## What you should do
Your answer must be an exact copy of the records, with no pictures included.

## Record excerpts
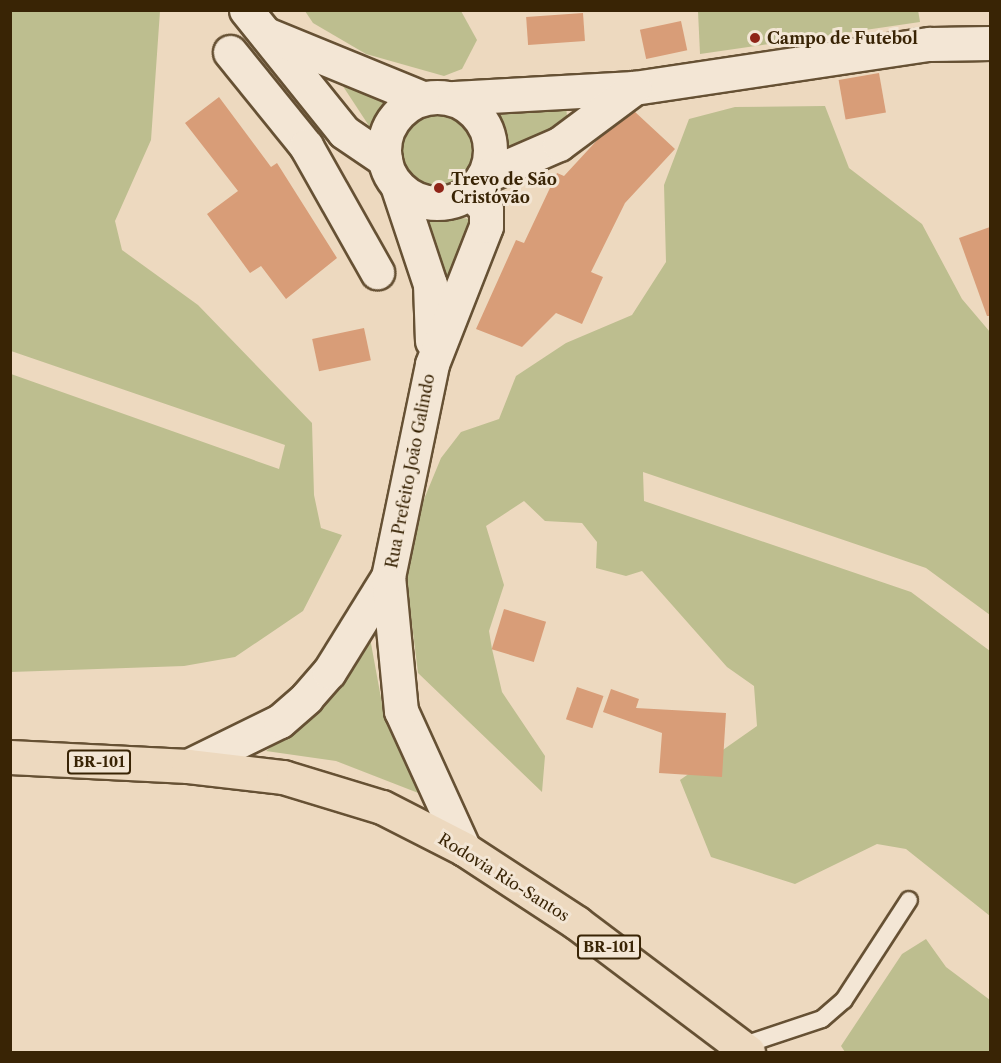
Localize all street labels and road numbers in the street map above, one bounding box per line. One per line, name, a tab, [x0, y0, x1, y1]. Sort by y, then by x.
street label: Rua Prefeito João Galindo	[382, 372, 438, 570]
road number: BR-101	[66, 750, 132, 774]
street label: Rodovia Rio-Santos	[435, 829, 573, 925]
road number: BR-101	[576, 935, 642, 959]

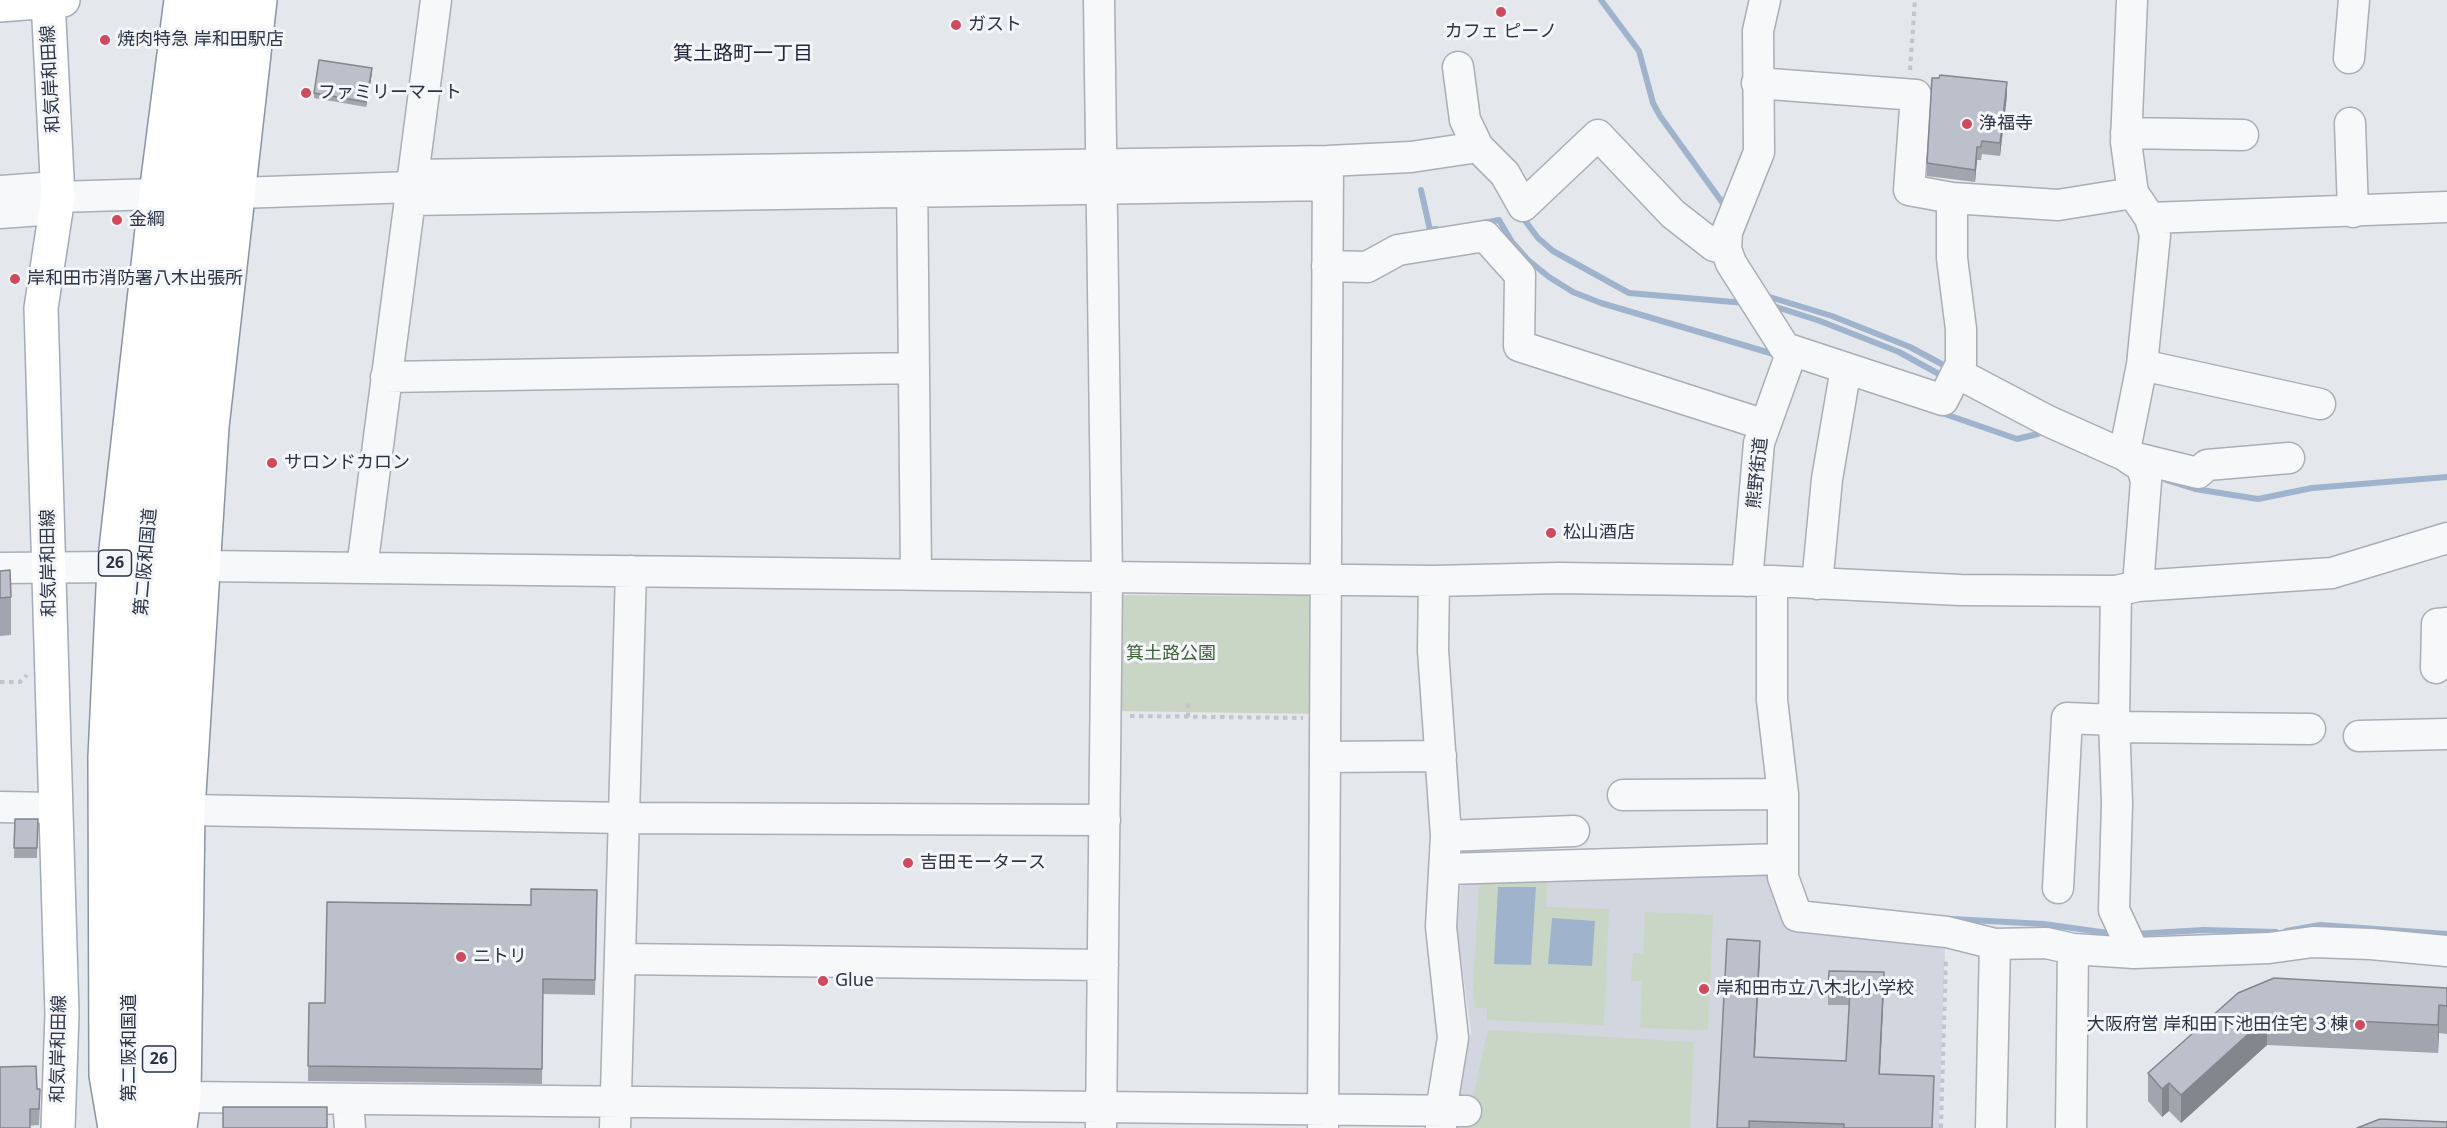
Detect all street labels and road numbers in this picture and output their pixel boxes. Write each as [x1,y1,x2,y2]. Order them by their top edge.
street label: 和気岸和田線 [37,25,65,133]
street label: 熊野街道 [1743,436,1773,510]
street label: 第二阪和国道 [131,507,161,617]
street label: 和気岸和田線 [37,509,61,617]
road number: 26 [98,550,132,576]
street label: 第二阪和国道 [119,994,141,1102]
street label: 和気岸和田線 [47,995,71,1103]
road number: 26 [142,1046,176,1072]

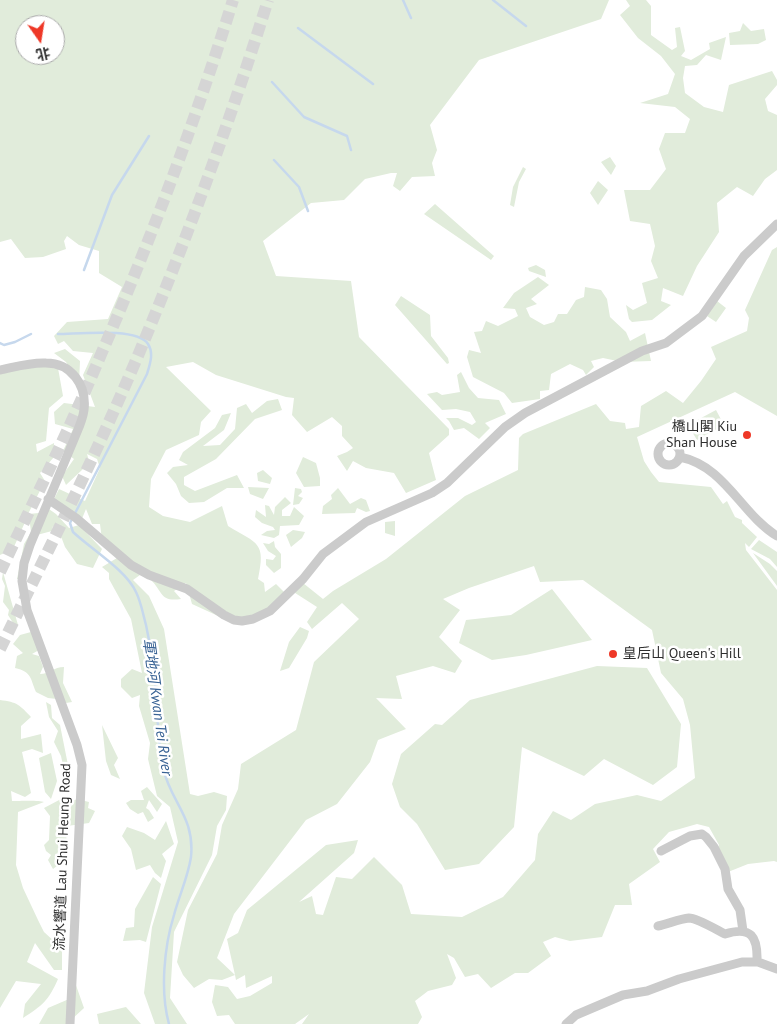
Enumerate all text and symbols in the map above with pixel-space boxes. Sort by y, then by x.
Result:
north arrow [15,15,65,65]
text: 北 [34,43,52,64]
place label: 橋山閣 Kiu Shan House [666,419,737,452]
marker: 橋山閣 Kiu Shan House [741,429,753,441]
water label: 軍地河 Kwan Tei River [138,637,176,777]
place label: 皇后山 Queen's Hill [623,646,741,662]
marker: 皇后山 Queen's Hill [607,648,619,660]
street label: 流水響道 Lau Shui Heung Road [51,763,75,951]

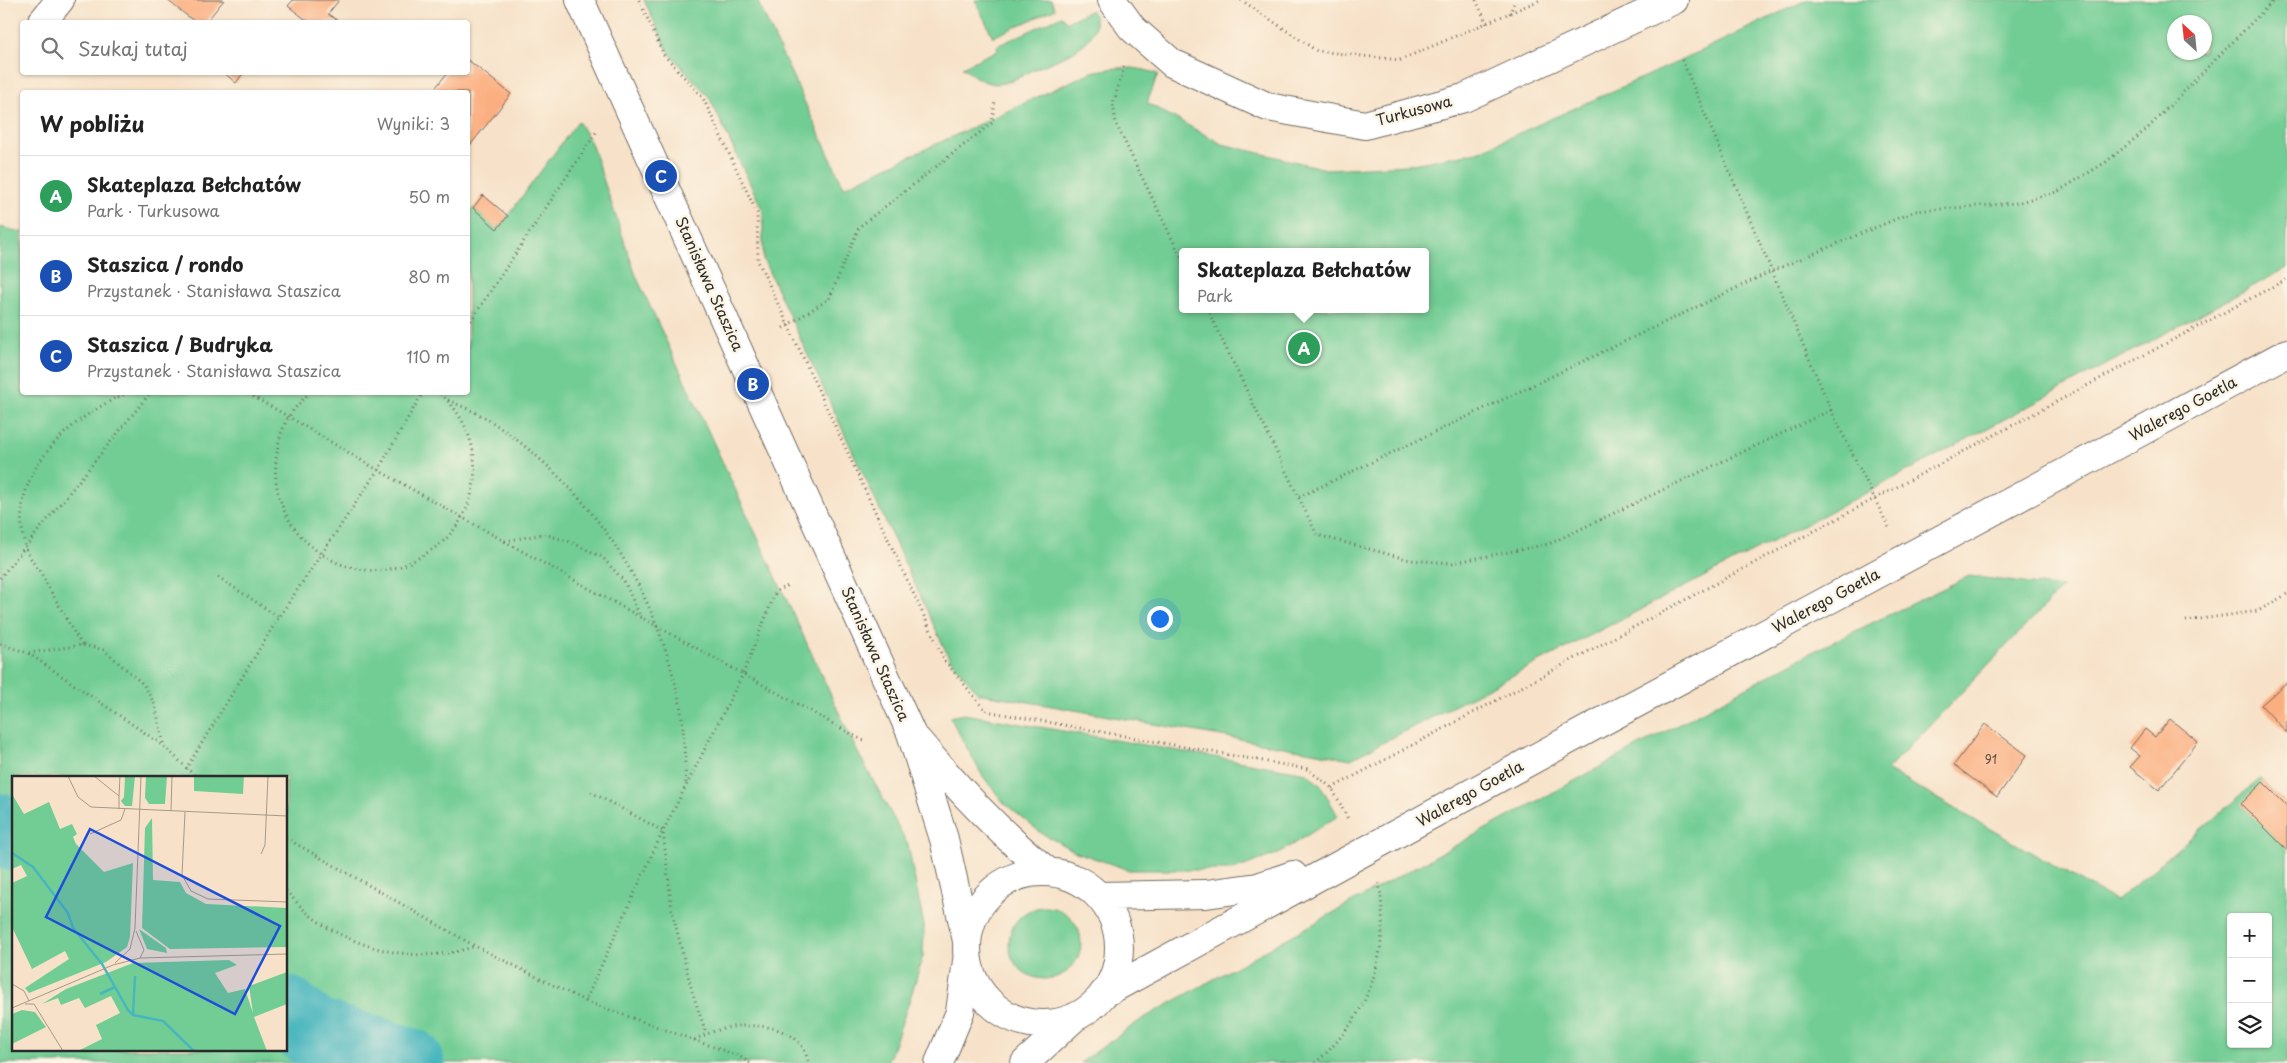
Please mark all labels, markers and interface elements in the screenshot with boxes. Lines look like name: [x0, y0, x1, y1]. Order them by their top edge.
north arrow: [2167, 15, 2212, 60]
search box: [20, 20, 470, 75]
icon: search: [38, 34, 66, 62]
text: Szukaj tutaj: [78, 34, 188, 62]
street label: Turkusowa: [1373, 88, 1455, 131]
text: W pobliżu: [40, 107, 145, 139]
text: Wyniki: 3: [377, 111, 450, 135]
pin: C: [645, 157, 677, 195]
text: Skateplaza Bełchatów: [87, 170, 301, 198]
text: A: [50, 184, 62, 208]
text: 50 m: [409, 184, 450, 208]
text: Park · Turkusowa: [87, 198, 220, 222]
street label: Stanisława Staszica: [670, 212, 751, 355]
popup: [1179, 248, 1429, 313]
text: Staszica / rondo: [87, 250, 243, 278]
text: Skateplaza Bełchatów: [1197, 255, 1411, 283]
text: B: [51, 264, 61, 288]
text: 80 m: [408, 264, 450, 288]
text: Przystanek · Stanisława Staszica: [87, 278, 341, 302]
text: Park: [1197, 283, 1233, 307]
pin: A: [1288, 329, 1320, 367]
text: Staszica / Budryka: [87, 330, 273, 358]
text: C: [50, 344, 62, 368]
text: 110 m: [407, 344, 450, 368]
text: Przystanek · Stanisława Staszica: [87, 358, 341, 382]
pin: B: [737, 365, 769, 403]
street label: Walerego Goetla: [2124, 369, 2241, 446]
street label: Walerego Goetla: [1767, 561, 1884, 638]
street label: Stanisława Staszica: [836, 582, 917, 725]
your location: [1147, 606, 1173, 632]
house number: 91: [1985, 750, 1997, 768]
street label: Walerego Goetla: [1412, 754, 1527, 832]
inset map: [12, 776, 288, 1050]
map controls: [2227, 913, 2272, 1048]
button: +: [2227, 913, 2272, 958]
button: −: [2227, 958, 2272, 1003]
button: layers: [2227, 1003, 2272, 1048]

## Result of this task
Localize all street labels and road numbers in the street map above, one bounding box per line. One per line, name, a tab, [x0, y0, x1, y1]. Sort by y, then by x.
street label: Rua Prefeito João Galindo	[382, 372, 438, 570]
road number: BR-101	[66, 750, 132, 774]
street label: Rodovia Rio-Santos	[435, 829, 573, 925]
road number: BR-101	[576, 935, 642, 959]

Detect all street labels and road numbers in this picture and output their pixel boxes. Write each as [x1,y1,x2,y2]. Order them by their top edge.
street label: 和気岸和田線 [37,25,65,133]
street label: 熊野街道 [1743,436,1773,510]
street label: 第二阪和国道 [131,507,161,617]
street label: 和気岸和田線 [37,509,61,617]
road number: 26 [98,550,132,576]
street label: 第二阪和国道 [119,994,141,1102]
street label: 和気岸和田線 [47,995,71,1103]
road number: 26 [142,1046,176,1072]

Enumerate all text and symbols in the map above with pixel-space boxes. Sort by y, then by x.
Result:
north arrow [15,15,65,65]
text: 北 [34,43,52,64]
place label: 橋山閣 Kiu Shan House [666,419,737,452]
marker: 橋山閣 Kiu Shan House [741,429,753,441]
water label: 軍地河 Kwan Tei River [138,637,176,777]
place label: 皇后山 Queen's Hill [623,646,741,662]
marker: 皇后山 Queen's Hill [607,648,619,660]
street label: 流水響道 Lau Shui Heung Road [51,763,75,951]

Please mark all labels, markers and interface elements in the screenshot with boxes. Lines look like name: [x0, y0, x1, y1]. Order them by their top edge.
north arrow: [2167, 15, 2212, 60]
search box: [20, 20, 470, 75]
icon: search: [38, 34, 66, 62]
text: Szukaj tutaj: [78, 34, 188, 62]
street label: Turkusowa: [1373, 88, 1455, 131]
text: W pobliżu: [40, 107, 145, 139]
text: Wyniki: 3: [377, 111, 450, 135]
pin: C: [645, 157, 677, 195]
text: Skateplaza Bełchatów: [87, 170, 301, 198]
text: A: [50, 184, 62, 208]
text: 50 m: [409, 184, 450, 208]
text: Park · Turkusowa: [87, 198, 220, 222]
street label: Stanisława Staszica: [670, 212, 751, 355]
popup: [1179, 248, 1429, 313]
text: Staszica / rondo: [87, 250, 243, 278]
text: Skateplaza Bełchatów: [1197, 255, 1411, 283]
text: B: [51, 264, 61, 288]
text: 80 m: [408, 264, 450, 288]
text: Przystanek · Stanisława Staszica: [87, 278, 341, 302]
text: Park: [1197, 283, 1233, 307]
pin: A: [1288, 329, 1320, 367]
text: Staszica / Budryka: [87, 330, 273, 358]
text: C: [50, 344, 62, 368]
text: 110 m: [407, 344, 450, 368]
text: Przystanek · Stanisława Staszica: [87, 358, 341, 382]
pin: B: [737, 365, 769, 403]
street label: Walerego Goetla: [2124, 369, 2241, 446]
street label: Walerego Goetla: [1767, 561, 1884, 638]
street label: Stanisława Staszica: [836, 582, 917, 725]
your location: [1147, 606, 1173, 632]
house number: 91: [1985, 750, 1997, 768]
street label: Walerego Goetla: [1412, 754, 1527, 832]
inset map: [12, 776, 288, 1050]
map controls: [2227, 913, 2272, 1048]
button: +: [2227, 913, 2272, 958]
button: −: [2227, 958, 2272, 1003]
button: layers: [2227, 1003, 2272, 1048]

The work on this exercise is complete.